Ask yourself this – how is money created?  You probably think of the royal mint, or the Bank of England.  You’d be wrong.

97% of the money in the UK economy is created by a bank giving someone a loan.  All they do is open an account for you with a positive balance, and note down that you owe them that balance plus interest.  No physical money needs to exist for this to happen.

The banks want to loan as much as possible, because that is how they make a profit.  And they don’t need that much in reserve to make those loans – if they loan you £100, they need much less than £100 to start with, and they can reduce this further by immediately selling on the fact that you owe them some money to someone else.

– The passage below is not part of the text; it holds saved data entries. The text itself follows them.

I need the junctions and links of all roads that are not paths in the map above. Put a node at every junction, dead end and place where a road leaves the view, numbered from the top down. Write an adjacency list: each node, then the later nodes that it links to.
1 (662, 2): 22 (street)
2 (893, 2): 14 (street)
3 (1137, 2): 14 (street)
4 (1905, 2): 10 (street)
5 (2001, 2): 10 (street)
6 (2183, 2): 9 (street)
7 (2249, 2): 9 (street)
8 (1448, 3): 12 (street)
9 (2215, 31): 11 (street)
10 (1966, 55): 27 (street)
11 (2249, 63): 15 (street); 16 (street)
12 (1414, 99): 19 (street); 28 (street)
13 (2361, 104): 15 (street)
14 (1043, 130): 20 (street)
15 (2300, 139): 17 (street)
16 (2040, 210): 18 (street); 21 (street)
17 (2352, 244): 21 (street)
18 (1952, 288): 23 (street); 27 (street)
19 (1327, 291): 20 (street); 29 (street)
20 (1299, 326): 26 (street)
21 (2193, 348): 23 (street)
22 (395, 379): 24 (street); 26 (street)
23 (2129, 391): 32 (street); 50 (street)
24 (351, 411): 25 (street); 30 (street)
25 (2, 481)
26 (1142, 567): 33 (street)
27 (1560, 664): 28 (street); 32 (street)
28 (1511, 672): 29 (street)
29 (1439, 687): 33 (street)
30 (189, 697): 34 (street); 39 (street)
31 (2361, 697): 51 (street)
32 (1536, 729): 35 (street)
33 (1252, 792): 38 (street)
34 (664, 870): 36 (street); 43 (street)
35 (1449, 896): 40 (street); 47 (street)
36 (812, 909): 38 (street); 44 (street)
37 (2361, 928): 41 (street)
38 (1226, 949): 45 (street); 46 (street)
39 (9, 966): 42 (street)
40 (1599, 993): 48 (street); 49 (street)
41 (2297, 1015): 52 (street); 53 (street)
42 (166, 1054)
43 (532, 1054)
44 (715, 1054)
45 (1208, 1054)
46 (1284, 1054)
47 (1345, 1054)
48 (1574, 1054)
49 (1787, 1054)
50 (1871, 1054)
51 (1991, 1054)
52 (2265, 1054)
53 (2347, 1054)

And ratio of their capital to the value of loans they make is lowest for mortgages.  So of the money they give out, they want to give as much out for mortgages as they can, so they can loan out more and increase their profits.

Following a recession, banks are less willing to loan out money.  When they loan to people to buy houses, they notice that house prices start to go up, so they want to attract more people to take out mortgages, so they lower the mortgage rates slowly, and people are willing to take out larger mortgages, and house prices go up.  House prices are going up, so more people want to invest in housing, so more mortgages are taken out, and house prices go up again.

In short, house prices are too high because banks create money, biased towards the housing market, which is relatively fixed in size, so the more money floating around the housing market, the more houses cost.

It also leads inexorably to booms and busts, as bank loans tend towards the housing market and financial assets, which creates no real value in the economy.  This creates an asset bubble, and a recession ensues.

The fix is simple, and of course very difficult.  The loophole in the law that was put in place in 1854 to stop banks from creating money is fixed – banks cannot create money by a trick of accounting, by creating a loan.  Instead money is created by a central bank, such as the Bank of England.  Profits from the creation of this money goes to reduce debt or spend on something useful, and the money created is directed towards a productive part of the economy.  Booms and busts are a thing of the past, and asset bubbles cease.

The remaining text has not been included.